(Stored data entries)
========
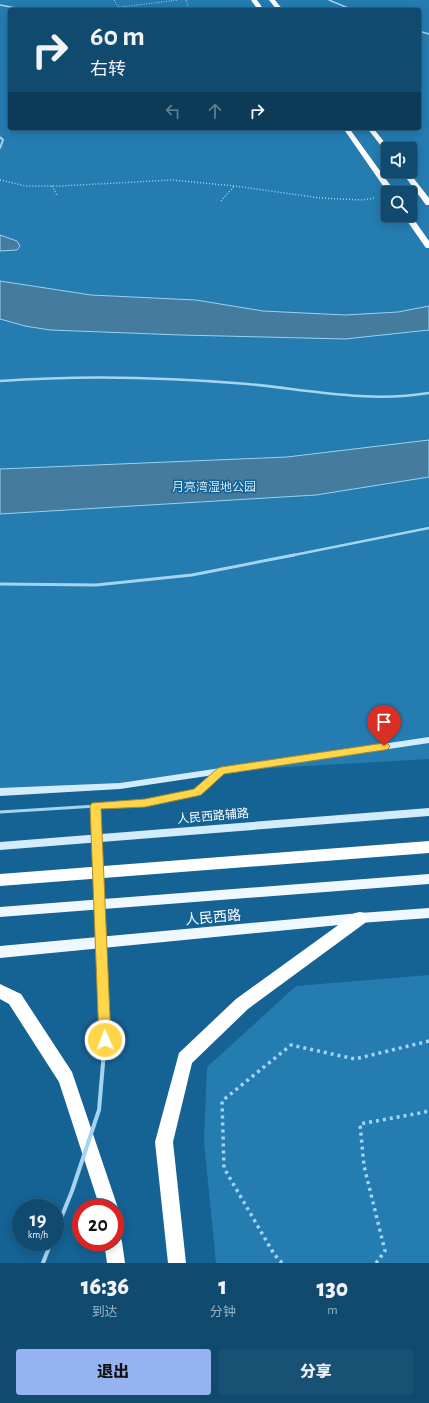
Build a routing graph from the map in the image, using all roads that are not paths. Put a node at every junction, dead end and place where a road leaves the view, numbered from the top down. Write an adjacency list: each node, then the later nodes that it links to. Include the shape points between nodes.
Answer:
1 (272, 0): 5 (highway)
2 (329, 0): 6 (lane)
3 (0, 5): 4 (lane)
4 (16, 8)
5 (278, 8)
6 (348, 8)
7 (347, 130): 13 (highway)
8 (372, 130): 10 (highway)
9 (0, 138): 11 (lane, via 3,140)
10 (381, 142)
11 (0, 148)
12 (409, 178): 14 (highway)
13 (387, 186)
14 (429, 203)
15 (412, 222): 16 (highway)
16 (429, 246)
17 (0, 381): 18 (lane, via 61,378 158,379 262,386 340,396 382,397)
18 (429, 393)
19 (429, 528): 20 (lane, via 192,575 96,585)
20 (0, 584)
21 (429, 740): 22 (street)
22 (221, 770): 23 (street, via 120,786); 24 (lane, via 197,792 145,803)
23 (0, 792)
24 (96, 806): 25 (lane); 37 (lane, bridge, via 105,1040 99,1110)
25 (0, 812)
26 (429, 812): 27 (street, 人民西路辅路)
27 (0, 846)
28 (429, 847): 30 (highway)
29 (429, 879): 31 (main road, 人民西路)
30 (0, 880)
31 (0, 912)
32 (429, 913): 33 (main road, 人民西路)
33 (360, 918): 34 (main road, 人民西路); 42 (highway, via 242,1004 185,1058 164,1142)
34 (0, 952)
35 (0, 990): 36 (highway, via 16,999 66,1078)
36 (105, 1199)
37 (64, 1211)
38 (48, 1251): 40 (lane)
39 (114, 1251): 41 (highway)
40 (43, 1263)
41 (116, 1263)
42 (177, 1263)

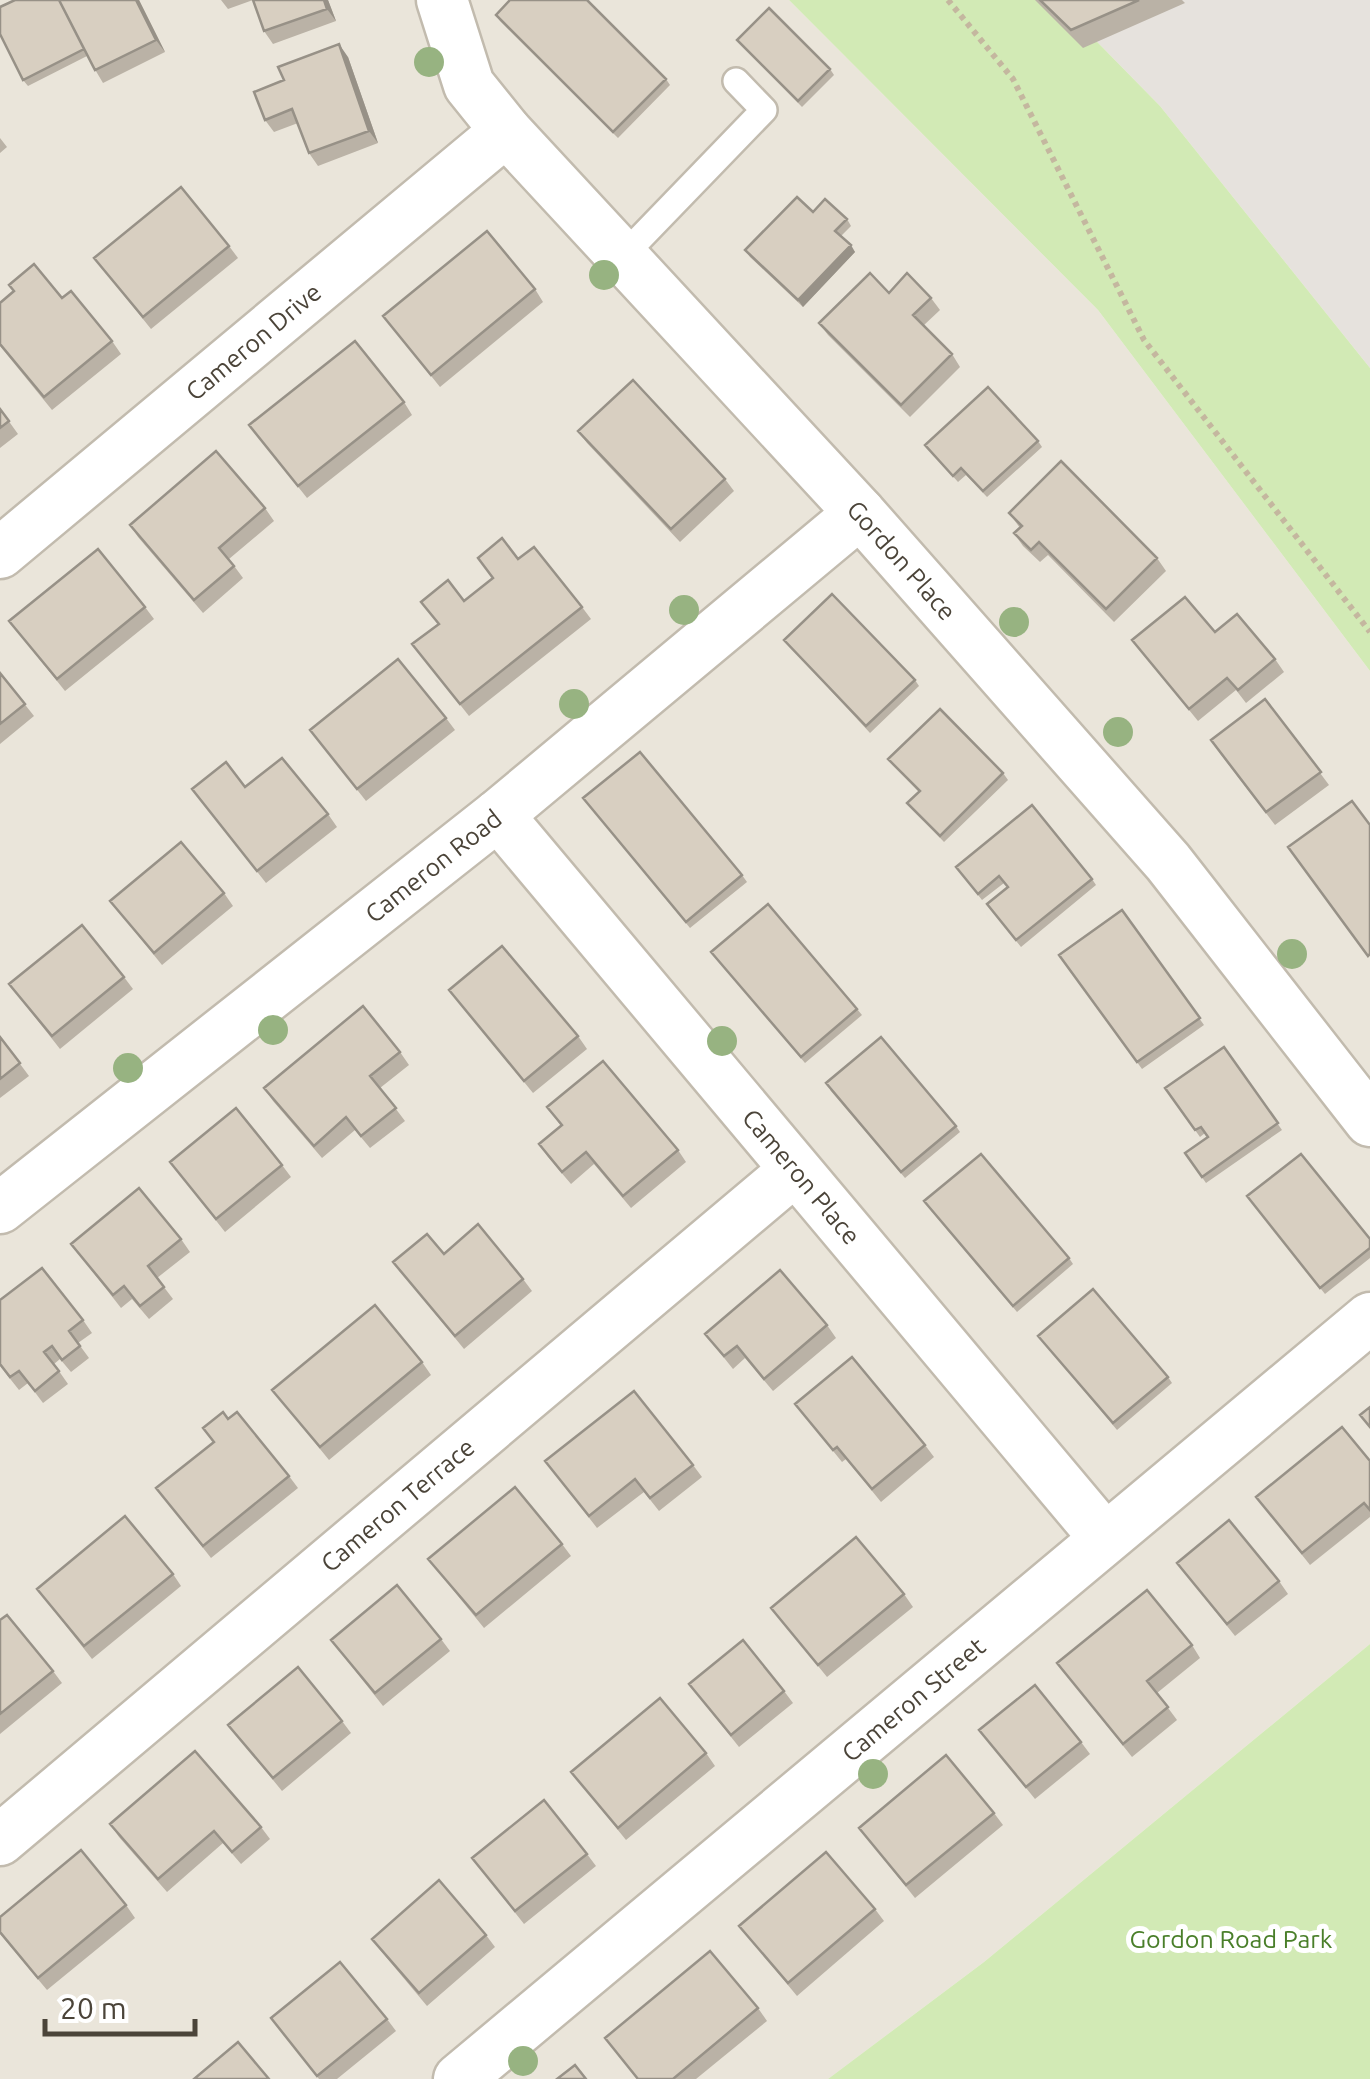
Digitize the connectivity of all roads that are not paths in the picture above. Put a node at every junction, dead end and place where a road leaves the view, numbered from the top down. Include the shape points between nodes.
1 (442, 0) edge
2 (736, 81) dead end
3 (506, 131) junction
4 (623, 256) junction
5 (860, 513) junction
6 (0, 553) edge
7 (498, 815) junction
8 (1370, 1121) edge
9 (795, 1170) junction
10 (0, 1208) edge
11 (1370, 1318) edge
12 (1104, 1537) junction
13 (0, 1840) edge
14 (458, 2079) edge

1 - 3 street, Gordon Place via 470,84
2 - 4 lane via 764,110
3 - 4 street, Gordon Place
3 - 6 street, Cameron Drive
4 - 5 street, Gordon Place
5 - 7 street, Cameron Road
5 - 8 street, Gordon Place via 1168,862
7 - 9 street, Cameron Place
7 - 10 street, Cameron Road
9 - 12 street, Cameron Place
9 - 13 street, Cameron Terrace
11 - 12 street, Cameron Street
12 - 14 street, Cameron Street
========
Activity
Transcribe each entry exactly, pictures excluded.

Output for this task
Build a routing graph from the map in the image, using all roads that are not paths. Put a node at every junction, dead end and place where a road leaves the view, numbered from the top down. Write an adjacency list: each node, then the later nodes that it links to. Include the shape points between nodes.
Answer:
1 (272, 0): 5 (highway)
2 (329, 0): 6 (lane)
3 (0, 5): 4 (lane)
4 (16, 8)
5 (278, 8)
6 (348, 8)
7 (347, 130): 13 (highway)
8 (372, 130): 10 (highway)
9 (0, 138): 11 (lane, via 3,140)
10 (381, 142)
11 (0, 148)
12 (409, 178): 14 (highway)
13 (387, 186)
14 (429, 203)
15 (412, 222): 16 (highway)
16 (429, 246)
17 (0, 381): 18 (lane, via 61,378 158,379 262,386 340,396 382,397)
18 (429, 393)
19 (429, 528): 20 (lane, via 192,575 96,585)
20 (0, 584)
21 (429, 740): 22 (street)
22 (221, 770): 23 (street, via 120,786); 24 (lane, via 197,792 145,803)
23 (0, 792)
24 (96, 806): 25 (lane); 37 (lane, bridge, via 105,1040 99,1110)
25 (0, 812)
26 (429, 812): 27 (street, 人民西路辅路)
27 (0, 846)
28 (429, 847): 30 (highway)
29 (429, 879): 31 (main road, 人民西路)
30 (0, 880)
31 (0, 912)
32 (429, 913): 33 (main road, 人民西路)
33 (360, 918): 34 (main road, 人民西路); 42 (highway, via 242,1004 185,1058 164,1142)
34 (0, 952)
35 (0, 990): 36 (highway, via 16,999 66,1078)
36 (105, 1199)
37 (64, 1211)
38 (48, 1251): 40 (lane)
39 (114, 1251): 41 (highway)
40 (43, 1263)
41 (116, 1263)
42 (177, 1263)

Digitize the connectivity of all roads that are not paths in the picture above. Put a node at every junction, dead end and place where a road leaves the view, numbered from the top down. Include the shape points between nodes.
1 (442, 0) edge
2 (736, 81) dead end
3 (506, 131) junction
4 (623, 256) junction
5 (860, 513) junction
6 (0, 553) edge
7 (498, 815) junction
8 (1370, 1121) edge
9 (795, 1170) junction
10 (0, 1208) edge
11 (1370, 1318) edge
12 (1104, 1537) junction
13 (0, 1840) edge
14 (458, 2079) edge

1 - 3 street, Gordon Place via 470,84
2 - 4 lane via 764,110
3 - 4 street, Gordon Place
3 - 6 street, Cameron Drive
4 - 5 street, Gordon Place
5 - 7 street, Cameron Road
5 - 8 street, Gordon Place via 1168,862
7 - 9 street, Cameron Place
7 - 10 street, Cameron Road
9 - 12 street, Cameron Place
9 - 13 street, Cameron Terrace
11 - 12 street, Cameron Street
12 - 14 street, Cameron Street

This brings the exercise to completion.